═══ Exercise input ═══
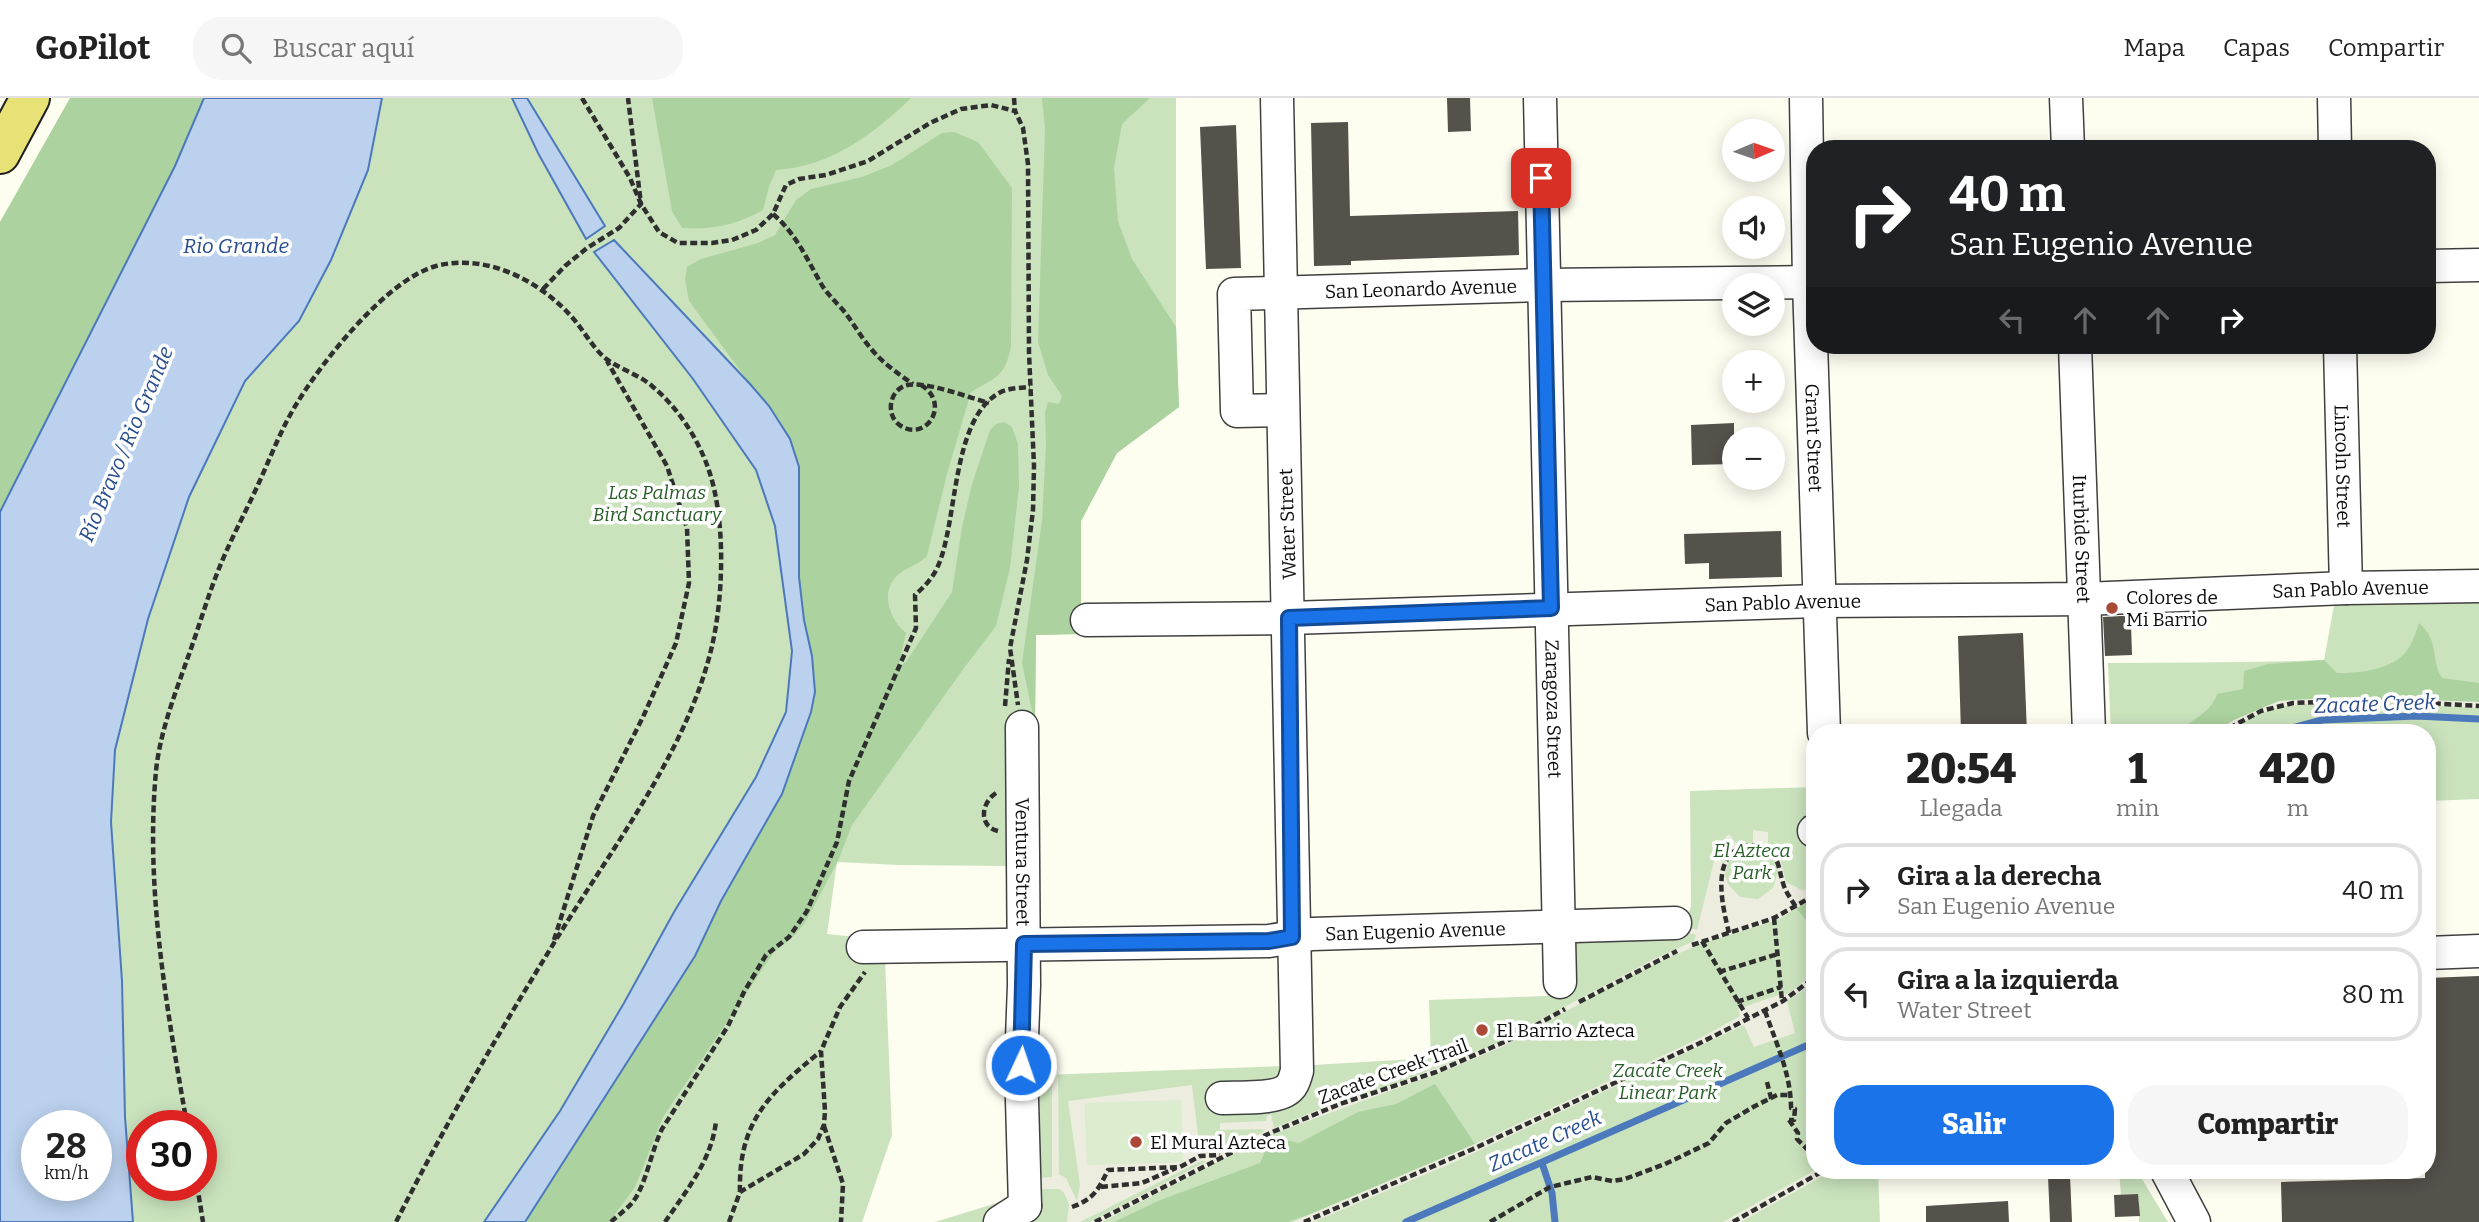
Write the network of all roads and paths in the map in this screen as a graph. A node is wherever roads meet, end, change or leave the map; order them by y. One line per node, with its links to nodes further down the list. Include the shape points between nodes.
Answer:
1 (30, 98): 14 (main road)
2 (582, 98): 15 (path)
3 (628, 98): 15 (path)
4 (1014, 98): 10 (path)
5 (1278, 98): 22 (street, Water Street)
6 (1540, 98): 20 (street, Zaragoza Street)
7 (1806, 98): 11 (street, Grant Street)
8 (2066, 98): 12 (street)
9 (2334, 98): 13 (street)
10 (1015, 111): 16 (path, via 991,105 961,109 868,161 786,185); 29 (path, via 1023,128 1028,164)
11 (1807, 140)
12 (2068, 140)
13 (2335, 140)
14 (0, 154)
15 (641, 204): 16 (path, via 659,232 678,243 732,240 756,230); 21 (path, via 619,228 587,248)
16 (772, 214): 27 (path, via 788,227 819,281 870,348)
17 (2479, 265): 18 (street)
18 (2436, 267)
19 (1806, 283): 20 (street, San Leonardo Avenue)
20 (1544, 285): 22 (street, San Leonardo Avenue); 36 (street, Zaragoza Street)
21 (543, 289): 26 (path); 71 (path, via 514,274 460,264 436,266 391,291 333,351 296,403 220,566 166,722 153,816 160,959)
22 (1280, 292): 31 (street, Water Street); 31 (street, San Leonardo Avenue, via 1234,294 1237,411)
23 (1814, 354): 35 (street, Grant Street)
24 (2075, 354): 34 (street, Iturbide Street)
25 (2340, 354): 33 (street, Lincoln Street)
26 (605, 358): 54 (path, via 667,466 687,528 689,583 676,643 593,816); 54 (path, via 650,384 667,401 691,430 708,465 719,538 720,599 700,688 682,728 653,784)
27 (913, 384): 28 (path); 28 (path, via 900,389 890,408 896,422 909,429 923,427 934,416 935,401)
28 (920, 385): 30 (path)
29 (1030, 387): 30 (path, via 998,393); 43 (path, via 1033,510 1010,648)
30 (989, 403): 86 (path, via 977,415 963,454 946,547 937,569 915,595 916,628 849,781 837,842 807,911 789,937 766,955 728,1026 662,1129 640,1189)
31 (1283, 410): 37 (street, Water Street)
32 (2479, 586): 33 (street, San Pablo Avenue)
33 (2346, 588): 34 (street, San Pablo Avenue)
34 (2084, 599): 35 (street, San Pablo Avenue); 41 (street, Iturbide Street)
35 (1819, 601): 36 (street, San Pablo Avenue); 40 (street, Grant Street)
36 (1551, 608): 37 (street, San Pablo Avenue); 47 (street, Zaragoza Street)
37 (1289, 618): 38 (street, San Pablo Avenue); 49 (street, Water Street)
38 (1087, 620)
39 (2479, 706): 42 (path, via 2376,700 2293,703 2261,711)
40 (1824, 724)
41 (2089, 724)
42 (2237, 724)
43 (1022, 727): 52 (street, Ventura Street)
44 (1806, 900): 45 (path, Zacate Creek Trail)
45 (1796, 907): 46 (path, Zacate Creek Trail); 48 (path, via 1772,853 1753,845 1739,848 1731,852 1722,877)
46 (1774, 918): 48 (path, Zacate Creek Trail); 57 (path)
47 (1559, 928): 49 (street, San Eugenio Avenue); 50 (street, San Eugenio Avenue); 61 (street, Zaragoza Street)
48 (1729, 933): 51 (path, Zacate Creek Trail)
49 (1292, 937): 52 (street, San Eugenio Avenue); 69 (street, Water Street, via 1297,1071 1292,1085 1269,1096)
50 (1682, 940): 51 (path, Zacate Creek Trail); 61 (path, Zacate Creek Trail)
51 (1702, 941): 58 (path)
52 (1024, 944): 53 (street, San Eugenio Avenue); 83 (street, Ventura Street)
53 (871, 947): 66 (path, via 875,957 840,1007)
54 (552, 948): 85 (path, via 492,1044)
55 (2479, 951): 56 (street)
56 (2436, 953)
57 (1778, 954): 58 (path); 60 (path)
58 (1719, 972): 63 (path)
59 (1806, 984): 62 (path)
60 (1781, 987): 62 (path); 63 (path)
61 (1568, 998): 75 (path, Zacate Creek Trail, via 1485,1051 1340,1104)
62 (1783, 1001): 64 (path)
63 (1737, 1002): 65 (path)
64 (1765, 1011): 65 (path); 68 (path)
65 (1748, 1018): 91 (path, via 1473,1149)
66 (821, 1051): 73 (path); 80 (path, via 756,1115 743,1152)
67 (1767, 1082): 70 (path)
68 (1791, 1095): 70 (path, via 1777,1095); 74 (path, via 1791,1108 1795,1109 1794,1121 1789,1120)
69 (1222, 1098)
70 (1772, 1100): 92 (path, via 1726,1122 1709,1143 1665,1164 1625,1179 1592,1177 1550,1187)
71 (185, 1110)
72 (716, 1121): 87 (path, via 703,1164)
73 (824, 1125): 80 (path, via 804,1154); 89 (path, via 843,1184)
74 (1806, 1148)
75 (1225, 1155): 76 (path, via 1200,1156); 90 (path, Zacate Creek Trail)
76 (1180, 1167): 79 (path, via 1142,1184); 79 (path, via 1108,1170)
77 (1809, 1179): 93 (path)
78 (2171, 1179): 94 (street)
79 (1100, 1187): 82 (path, via 1087,1202)
80 (740, 1192): 88 (path)
81 (200, 1201): 84 (path)
82 (1072, 1206)
83 (1020, 1214)
84 (203, 1222)
85 (396, 1222)
86 (611, 1222)
87 (665, 1222)
88 (729, 1222)
89 (841, 1222)
90 (1095, 1222)
91 (1304, 1222)
92 (1490, 1222)
93 (1733, 1222)
94 (2194, 1222)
═══
■ Work instruction:
Each line of the data above containing the string "Water" is to be copied.

■ Response area:
5 (1278, 98): 22 (street, Water Street)
22 (1280, 292): 31 (street, Water Street); 31 (street, San Leonardo Avenue, via 1234,294 1237,411)
31 (1283, 410): 37 (street, Water Street)
37 (1289, 618): 38 (street, San Pablo Avenue); 49 (street, Water Street)
49 (1292, 937): 52 (street, San Eugenio Avenue); 69 (street, Water Street, via 1297,1071 1292,1085 1269,1096)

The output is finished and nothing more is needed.